Who: Stephanie Rice, Australian Olympic Swimmer
Offending Tweet: @ItsStephRice: "Suck on that faggots!"
Date: 9/5/2010
Consequence: Lost lucrative sponsorship with Jaguar

Oh, here's a new one! A famous athlete says something stupid on Twitter, loses an endorsement deal and stages a tearful apology at a press conference. After Australia beat South Africa in a rugby match, Rice tweeted four words that cost her a lucrative sponsorship deal with British car maker Jaguar.
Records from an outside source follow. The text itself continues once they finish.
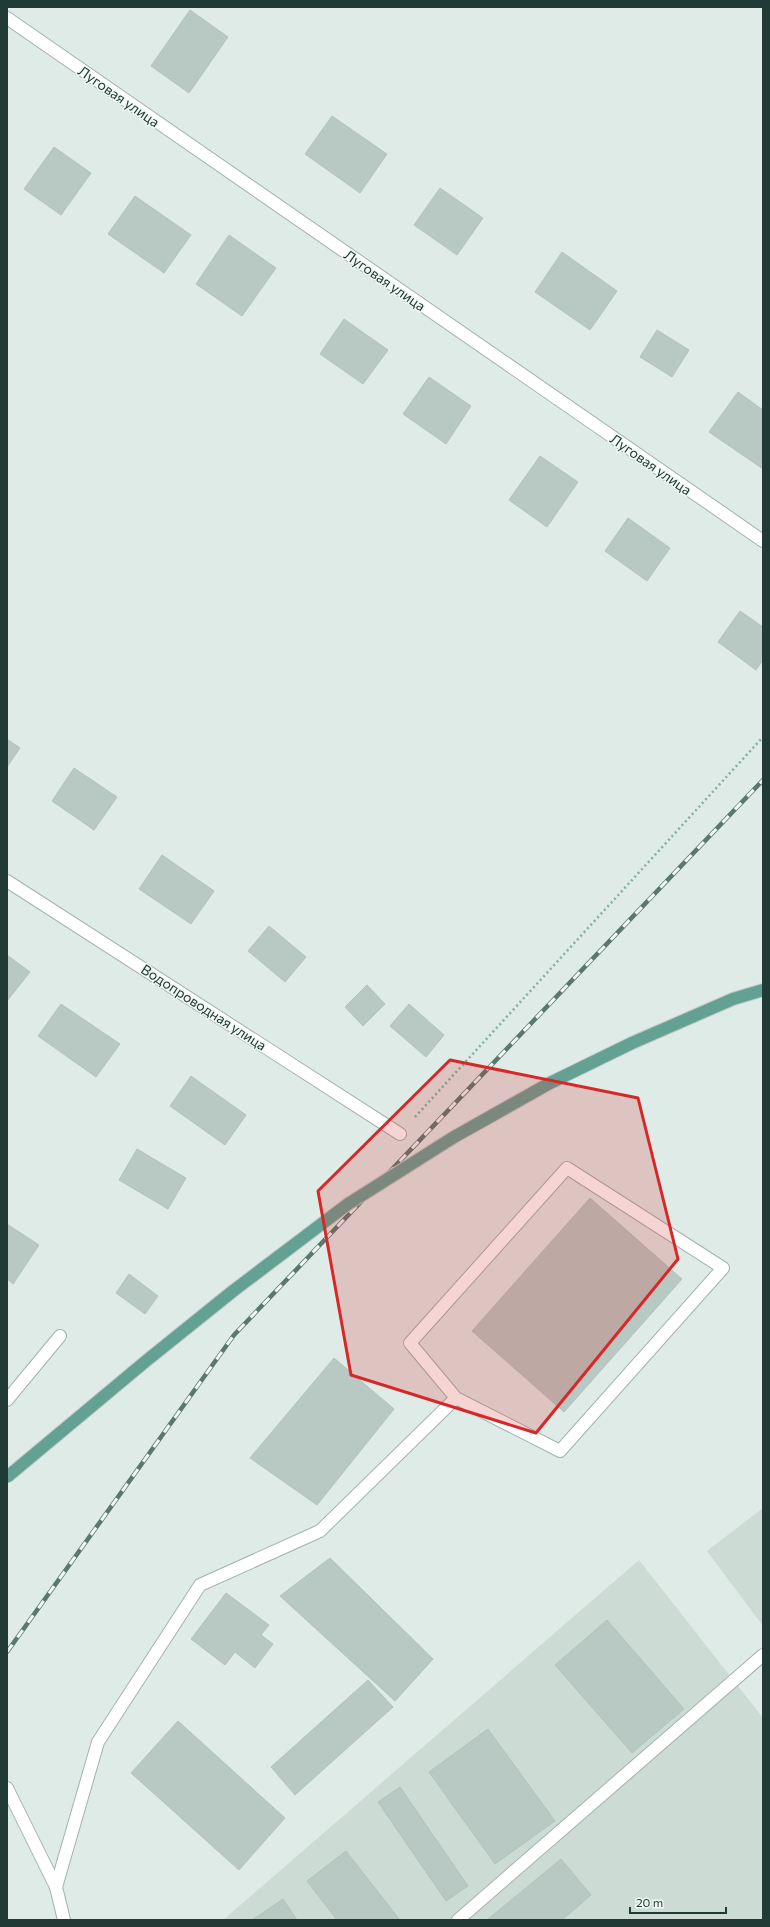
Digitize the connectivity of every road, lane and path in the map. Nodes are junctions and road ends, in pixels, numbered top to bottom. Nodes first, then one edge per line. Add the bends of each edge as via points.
1 (7, 18) edge
2 (763, 541) edge
3 (763, 738) edge
4 (7, 881) edge
5 (763, 990) edge
6 (400, 1134) joint
7 (60, 1336) dead end
8 (456, 1398) junction
9 (7, 1400) edge
10 (7, 1478) edge
11 (763, 1655) edge
12 (7, 1788) edge
13 (56, 1887) junction
14 (64, 1920) edge
15 (458, 1920) edge

1 - 2 street, Луговая улица
3 - 6 path
4 - 6 street, Водопроводная улица
5 - 10 main road, bridge via 733,998 639,1039 550,1083 454,1137 348,1204 233,1291
7 - 9 street
8 - 8 street via 560,1452 723,1268 567,1168 410,1343
8 - 13 street via 320,1531 200,1585 98,1742
11 - 15 street
12 - 13 street
13 - 14 street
But she'll always have those brief moments between when her team won and when she pissed away a bunch of money.

Cappie Pondexter

2. "Dear God, Why Do You Hate the WNBA So Much?"
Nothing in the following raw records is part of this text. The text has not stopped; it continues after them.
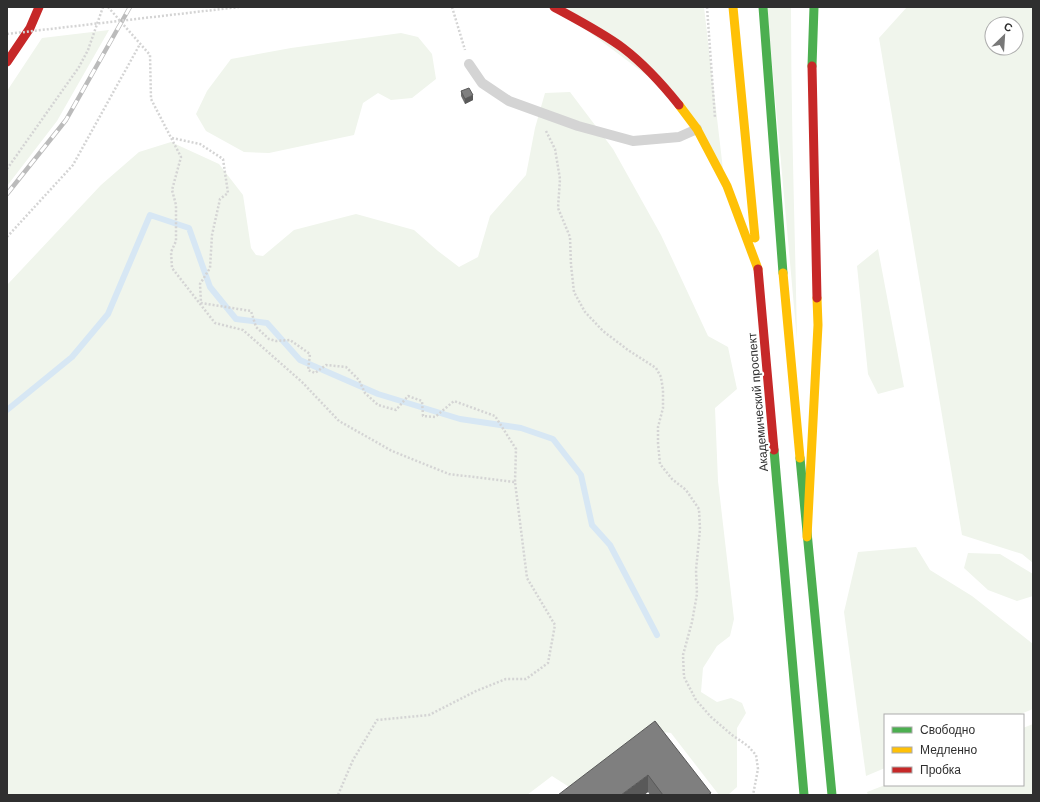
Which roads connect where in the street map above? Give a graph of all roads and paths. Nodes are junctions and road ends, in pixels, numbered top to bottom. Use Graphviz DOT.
graph roads {
  1 [pos="40,7"];
  2 [pos="103,7"];
  3 [pos="108,7"];
  4 [pos="239,7"];
  5 [pos="452,7"];
  6 [pos="554,7"];
  7 [pos="707,7"];
  8 [pos="733,7"];
  9 [pos="763,7"];
  10 [pos="814,7"];
  11 [pos="7,34"];
  12 [pos="140,44"];
  13 [pos="7,62"];
  14 [pos="469,64"];
  15 [pos="534,110"];
  16 [pos="716,122"];
  17 [pos="697,129"];
  18 [pos="172,138"];
  19 [pos="7,169"];
  20 [pos="7,237"];
  21 [pos="758,269"];
  22 [pos="200,303"];
  23 [pos="515,482"];
  24 [pos="807,537"];
  25 [pos="338,795"];
  26 [pos="753,795"];
  27 [pos="804,795"];
  28 [pos="832,795"];
  1 -- 13 [label="main road"];
  2 -- 19 [label="path"];
  3 -- 12 [label="path"];
  4 -- 11 [label="path, bridge"];
  5 -- 14 [label="path"];
  6 -- 17 [label="main road"];
  7 -- 16 [label="path"];
  8 -- 21 [label="main road, Академический проспект"];
  9 -- 24 [label="main road"];
  10 -- 24 [label="main road"];
  12 -- 18 [label="path"];
  12 -- 20 [label="path"];
  14 -- 15 [label="lane"];
  15 -- 17 [label="lane"];
  15 -- 26 [label="path"];
  17 -- 21 [label="main road"];
  18 -- 22 [label="path"];
  18 -- 22 [label="path"];
  21 -- 27 [label="main road, Академический проспект"];
  22 -- 23 [label="path"];
  22 -- 23 [label="path"];
  23 -- 25 [label="path"];
  24 -- 28 [label="main road"];
}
Who: Cappie Pondexter, New York Liberty
Offending Tweet: @cappa23: "What if God was tired of the way they treated their own people in there own country! Idk guys he makes no mistakes."
Date: 3/12/2011
Consequence: Apologized

After her initial tweet blaming the Japanese people for the earthquake that befell their country in March, Pondexter went on to tweet, "u just never knw! They did pearl harbor so u can't expect anything less.” She then went with the "I didn't realize that my words could be interpreted in the manner which they were" non-apology apology. Right, so it's OUR fault!


Jamal Shuman

1. "Wait, Twitter is public?"

Who: Jamal Shuman, Elon College football player
Offending Tweet: @ItzGucciDUH: "I no I will get in trouble cuz I no one of the ppl who retweet me r gunna tell my coach #smh this is the world we live in today tho"
Date: 10/29/2011
Consequence: Deleted account; suspended indefinitely

Twitter is a little like casual sex: If you don't strap up (i.e. protect your tweets), your chances of catching something bad increase exponentially with each follower on your timeline. Elon College running back Jamal Shuman found this out the hard way this fall, when he took to Twitter to complain about his lack of playing time (and by complain, we mean co-signing the hashtag #SlapGuccisCoach). As Shuman slowly came to the realization that his tweets were in fact public, he probably also began to understand that he wouldn't see the bench, much less the field, for the rest of the season.